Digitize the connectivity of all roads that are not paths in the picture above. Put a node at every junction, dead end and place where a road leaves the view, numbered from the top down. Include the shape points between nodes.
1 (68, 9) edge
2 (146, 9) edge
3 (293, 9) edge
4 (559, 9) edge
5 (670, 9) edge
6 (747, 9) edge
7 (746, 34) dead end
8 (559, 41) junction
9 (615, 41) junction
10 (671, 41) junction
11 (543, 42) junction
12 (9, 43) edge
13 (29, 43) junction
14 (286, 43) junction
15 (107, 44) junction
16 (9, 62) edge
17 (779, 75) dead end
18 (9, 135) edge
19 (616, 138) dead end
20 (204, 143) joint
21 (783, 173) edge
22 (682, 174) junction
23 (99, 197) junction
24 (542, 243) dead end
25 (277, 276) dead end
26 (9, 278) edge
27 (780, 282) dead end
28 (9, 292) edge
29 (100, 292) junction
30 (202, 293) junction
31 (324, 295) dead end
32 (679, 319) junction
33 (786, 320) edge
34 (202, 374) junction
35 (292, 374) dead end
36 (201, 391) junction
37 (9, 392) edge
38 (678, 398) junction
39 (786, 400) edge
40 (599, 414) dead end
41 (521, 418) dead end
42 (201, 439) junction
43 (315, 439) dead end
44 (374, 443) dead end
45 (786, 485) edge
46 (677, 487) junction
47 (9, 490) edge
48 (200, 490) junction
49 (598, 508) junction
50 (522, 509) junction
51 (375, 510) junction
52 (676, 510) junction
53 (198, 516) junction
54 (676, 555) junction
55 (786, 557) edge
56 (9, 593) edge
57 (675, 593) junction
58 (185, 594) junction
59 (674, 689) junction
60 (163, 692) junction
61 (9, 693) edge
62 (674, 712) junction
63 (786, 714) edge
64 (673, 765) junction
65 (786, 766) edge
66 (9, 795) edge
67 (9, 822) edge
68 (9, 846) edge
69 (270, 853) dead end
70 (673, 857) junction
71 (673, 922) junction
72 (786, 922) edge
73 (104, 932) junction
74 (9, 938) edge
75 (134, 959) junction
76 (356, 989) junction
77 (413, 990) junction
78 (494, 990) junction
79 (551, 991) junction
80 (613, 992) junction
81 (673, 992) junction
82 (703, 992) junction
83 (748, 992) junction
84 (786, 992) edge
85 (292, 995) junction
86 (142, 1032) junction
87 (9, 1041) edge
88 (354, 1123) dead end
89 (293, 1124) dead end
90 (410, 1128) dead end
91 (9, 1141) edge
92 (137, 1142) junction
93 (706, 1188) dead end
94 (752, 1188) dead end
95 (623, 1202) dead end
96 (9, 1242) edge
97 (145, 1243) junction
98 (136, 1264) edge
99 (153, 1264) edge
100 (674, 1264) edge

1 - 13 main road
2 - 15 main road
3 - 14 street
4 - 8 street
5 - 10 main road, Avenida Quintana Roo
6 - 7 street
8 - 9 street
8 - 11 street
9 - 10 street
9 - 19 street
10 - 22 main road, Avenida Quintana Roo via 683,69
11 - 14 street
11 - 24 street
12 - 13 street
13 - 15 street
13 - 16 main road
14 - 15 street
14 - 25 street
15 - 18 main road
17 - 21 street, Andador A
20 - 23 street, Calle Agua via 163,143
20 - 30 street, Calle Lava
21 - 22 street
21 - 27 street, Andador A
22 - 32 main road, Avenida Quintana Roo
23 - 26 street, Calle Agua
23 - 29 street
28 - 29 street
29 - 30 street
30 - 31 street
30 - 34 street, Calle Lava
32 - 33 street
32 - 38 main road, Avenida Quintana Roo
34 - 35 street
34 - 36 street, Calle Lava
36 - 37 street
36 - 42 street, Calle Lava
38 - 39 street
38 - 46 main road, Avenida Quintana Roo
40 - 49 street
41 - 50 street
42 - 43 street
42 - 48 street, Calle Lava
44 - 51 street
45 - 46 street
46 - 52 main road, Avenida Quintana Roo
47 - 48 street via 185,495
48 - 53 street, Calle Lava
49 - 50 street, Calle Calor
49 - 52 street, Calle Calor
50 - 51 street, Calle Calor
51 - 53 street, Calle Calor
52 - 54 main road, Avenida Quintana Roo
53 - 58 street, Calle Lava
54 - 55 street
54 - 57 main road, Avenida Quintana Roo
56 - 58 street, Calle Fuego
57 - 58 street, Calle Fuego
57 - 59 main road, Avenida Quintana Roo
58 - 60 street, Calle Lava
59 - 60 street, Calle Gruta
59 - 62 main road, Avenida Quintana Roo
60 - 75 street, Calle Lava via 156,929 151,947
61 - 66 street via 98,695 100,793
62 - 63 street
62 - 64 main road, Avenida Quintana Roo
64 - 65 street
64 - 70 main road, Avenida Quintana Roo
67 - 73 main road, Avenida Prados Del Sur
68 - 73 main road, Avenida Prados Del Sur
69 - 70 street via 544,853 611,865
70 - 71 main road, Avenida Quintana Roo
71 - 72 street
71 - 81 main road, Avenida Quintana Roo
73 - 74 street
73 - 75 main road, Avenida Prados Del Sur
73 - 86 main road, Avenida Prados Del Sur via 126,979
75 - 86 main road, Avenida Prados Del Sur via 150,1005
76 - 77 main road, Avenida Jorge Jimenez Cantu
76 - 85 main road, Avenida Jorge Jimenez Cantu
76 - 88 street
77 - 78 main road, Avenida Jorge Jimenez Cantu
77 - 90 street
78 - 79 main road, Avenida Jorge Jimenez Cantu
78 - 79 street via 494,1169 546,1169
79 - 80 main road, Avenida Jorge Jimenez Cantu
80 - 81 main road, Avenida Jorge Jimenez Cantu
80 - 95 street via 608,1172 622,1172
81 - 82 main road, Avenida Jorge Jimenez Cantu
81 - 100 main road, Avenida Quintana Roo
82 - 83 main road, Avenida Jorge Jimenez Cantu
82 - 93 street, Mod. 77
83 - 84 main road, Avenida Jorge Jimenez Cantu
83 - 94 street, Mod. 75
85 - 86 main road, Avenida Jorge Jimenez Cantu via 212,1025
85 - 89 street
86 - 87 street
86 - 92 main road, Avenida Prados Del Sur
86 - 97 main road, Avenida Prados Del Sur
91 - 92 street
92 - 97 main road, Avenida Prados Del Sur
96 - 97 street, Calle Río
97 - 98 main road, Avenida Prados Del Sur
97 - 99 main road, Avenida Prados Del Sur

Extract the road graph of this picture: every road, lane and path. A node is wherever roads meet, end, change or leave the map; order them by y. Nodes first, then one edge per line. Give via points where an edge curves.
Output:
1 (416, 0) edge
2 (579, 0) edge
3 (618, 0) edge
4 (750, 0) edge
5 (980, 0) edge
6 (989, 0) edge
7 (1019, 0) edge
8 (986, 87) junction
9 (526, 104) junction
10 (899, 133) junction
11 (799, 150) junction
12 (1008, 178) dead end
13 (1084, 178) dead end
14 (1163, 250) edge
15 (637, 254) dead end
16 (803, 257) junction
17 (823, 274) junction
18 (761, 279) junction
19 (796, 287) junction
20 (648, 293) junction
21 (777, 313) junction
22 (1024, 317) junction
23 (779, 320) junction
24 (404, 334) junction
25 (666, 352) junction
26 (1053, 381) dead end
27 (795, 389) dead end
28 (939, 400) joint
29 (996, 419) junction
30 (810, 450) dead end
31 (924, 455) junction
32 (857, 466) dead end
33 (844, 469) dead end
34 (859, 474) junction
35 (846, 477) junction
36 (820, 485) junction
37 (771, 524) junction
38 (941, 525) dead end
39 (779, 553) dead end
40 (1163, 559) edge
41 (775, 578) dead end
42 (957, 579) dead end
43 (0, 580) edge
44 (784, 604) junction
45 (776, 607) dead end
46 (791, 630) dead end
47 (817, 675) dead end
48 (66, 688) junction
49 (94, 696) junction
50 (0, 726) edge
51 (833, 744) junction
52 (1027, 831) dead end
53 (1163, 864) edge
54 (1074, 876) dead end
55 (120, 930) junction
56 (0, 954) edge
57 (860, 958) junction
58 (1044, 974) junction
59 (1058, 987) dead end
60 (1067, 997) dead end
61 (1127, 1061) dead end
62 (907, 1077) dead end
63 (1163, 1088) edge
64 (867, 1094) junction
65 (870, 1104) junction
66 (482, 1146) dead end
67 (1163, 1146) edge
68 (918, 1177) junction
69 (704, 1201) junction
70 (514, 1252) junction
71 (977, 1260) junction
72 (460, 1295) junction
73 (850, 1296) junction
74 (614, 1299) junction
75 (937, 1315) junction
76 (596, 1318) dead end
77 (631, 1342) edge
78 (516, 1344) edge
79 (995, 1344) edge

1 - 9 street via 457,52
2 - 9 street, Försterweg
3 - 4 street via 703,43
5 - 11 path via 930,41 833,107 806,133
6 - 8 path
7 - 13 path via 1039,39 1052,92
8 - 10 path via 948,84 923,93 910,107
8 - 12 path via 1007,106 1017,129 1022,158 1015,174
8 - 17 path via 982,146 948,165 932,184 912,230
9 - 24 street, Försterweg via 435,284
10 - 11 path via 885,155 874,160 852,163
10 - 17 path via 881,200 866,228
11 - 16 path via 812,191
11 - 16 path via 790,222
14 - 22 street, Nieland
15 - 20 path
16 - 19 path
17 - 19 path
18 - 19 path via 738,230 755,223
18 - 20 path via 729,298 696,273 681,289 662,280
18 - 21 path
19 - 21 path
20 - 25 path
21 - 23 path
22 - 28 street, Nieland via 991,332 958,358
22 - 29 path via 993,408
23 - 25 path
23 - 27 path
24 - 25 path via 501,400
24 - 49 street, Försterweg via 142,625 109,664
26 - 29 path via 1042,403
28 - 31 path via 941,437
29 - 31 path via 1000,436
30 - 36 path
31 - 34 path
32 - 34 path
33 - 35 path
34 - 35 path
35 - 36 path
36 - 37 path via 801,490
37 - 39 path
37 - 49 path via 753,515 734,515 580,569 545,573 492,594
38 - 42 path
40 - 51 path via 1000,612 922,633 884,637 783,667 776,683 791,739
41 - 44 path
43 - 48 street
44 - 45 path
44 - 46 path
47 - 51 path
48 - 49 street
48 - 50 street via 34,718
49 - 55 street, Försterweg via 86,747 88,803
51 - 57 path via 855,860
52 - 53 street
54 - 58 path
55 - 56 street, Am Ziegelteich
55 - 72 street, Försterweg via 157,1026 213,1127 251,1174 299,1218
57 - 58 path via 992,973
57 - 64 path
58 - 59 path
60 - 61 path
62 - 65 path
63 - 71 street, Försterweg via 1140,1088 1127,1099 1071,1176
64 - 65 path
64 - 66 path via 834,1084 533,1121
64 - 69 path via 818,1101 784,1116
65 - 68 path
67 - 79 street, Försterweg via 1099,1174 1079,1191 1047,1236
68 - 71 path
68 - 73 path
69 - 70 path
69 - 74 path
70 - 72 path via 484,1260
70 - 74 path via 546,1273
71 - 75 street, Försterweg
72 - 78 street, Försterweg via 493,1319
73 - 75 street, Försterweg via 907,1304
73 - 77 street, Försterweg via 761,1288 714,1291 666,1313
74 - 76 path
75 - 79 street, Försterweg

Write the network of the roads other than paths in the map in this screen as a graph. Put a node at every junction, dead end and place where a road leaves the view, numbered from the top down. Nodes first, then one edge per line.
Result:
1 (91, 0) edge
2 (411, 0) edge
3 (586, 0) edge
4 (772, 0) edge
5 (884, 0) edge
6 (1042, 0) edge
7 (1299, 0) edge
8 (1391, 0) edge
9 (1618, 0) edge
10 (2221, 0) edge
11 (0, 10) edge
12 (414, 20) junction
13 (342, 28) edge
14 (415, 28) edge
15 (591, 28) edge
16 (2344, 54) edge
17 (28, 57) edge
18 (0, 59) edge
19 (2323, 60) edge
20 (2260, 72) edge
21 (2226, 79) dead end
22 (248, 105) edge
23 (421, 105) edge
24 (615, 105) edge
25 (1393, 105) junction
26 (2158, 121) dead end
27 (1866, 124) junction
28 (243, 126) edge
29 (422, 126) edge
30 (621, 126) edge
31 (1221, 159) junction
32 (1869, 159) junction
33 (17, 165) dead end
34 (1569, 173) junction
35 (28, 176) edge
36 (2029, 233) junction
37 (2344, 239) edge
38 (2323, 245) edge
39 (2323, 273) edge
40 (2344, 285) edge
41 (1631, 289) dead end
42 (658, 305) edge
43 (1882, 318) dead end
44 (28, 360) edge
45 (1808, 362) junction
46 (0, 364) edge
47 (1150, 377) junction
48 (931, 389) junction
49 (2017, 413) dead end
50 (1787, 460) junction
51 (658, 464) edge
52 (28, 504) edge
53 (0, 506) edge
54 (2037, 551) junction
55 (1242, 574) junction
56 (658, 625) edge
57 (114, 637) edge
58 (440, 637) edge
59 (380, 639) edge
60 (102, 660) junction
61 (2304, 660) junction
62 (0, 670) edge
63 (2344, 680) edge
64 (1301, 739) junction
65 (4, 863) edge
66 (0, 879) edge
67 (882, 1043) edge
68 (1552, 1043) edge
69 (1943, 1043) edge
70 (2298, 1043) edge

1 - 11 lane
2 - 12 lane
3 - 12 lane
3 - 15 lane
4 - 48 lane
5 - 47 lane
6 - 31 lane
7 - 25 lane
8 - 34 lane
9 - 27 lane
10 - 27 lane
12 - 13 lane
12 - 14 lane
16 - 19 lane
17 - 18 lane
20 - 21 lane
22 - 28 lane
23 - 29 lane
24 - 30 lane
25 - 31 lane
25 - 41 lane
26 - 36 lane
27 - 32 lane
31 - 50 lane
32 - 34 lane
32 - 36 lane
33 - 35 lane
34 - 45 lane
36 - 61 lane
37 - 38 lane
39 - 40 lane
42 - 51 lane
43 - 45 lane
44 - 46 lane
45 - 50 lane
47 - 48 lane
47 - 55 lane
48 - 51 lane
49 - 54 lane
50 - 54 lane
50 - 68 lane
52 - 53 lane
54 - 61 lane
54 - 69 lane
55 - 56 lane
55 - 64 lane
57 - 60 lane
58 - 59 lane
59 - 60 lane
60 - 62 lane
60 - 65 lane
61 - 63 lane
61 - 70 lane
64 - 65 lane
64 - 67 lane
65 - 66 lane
◇ ◇ ◇ ◇
Brief >> Note every line of the records that holds the word "down", and copy it.

Response >>
Digitize the connectivity of all roads that are not paths in the picture above. Put a node at every junction, dead end and place where a road leaves the view, numbered from the top down. Include the shape points between nodes.
Write the network of the roads other than paths in the map in this screen as a graph. Put a node at every junction, dead end and place where a road leaves the view, numbered from the top down. Nodes first, then one edge per line.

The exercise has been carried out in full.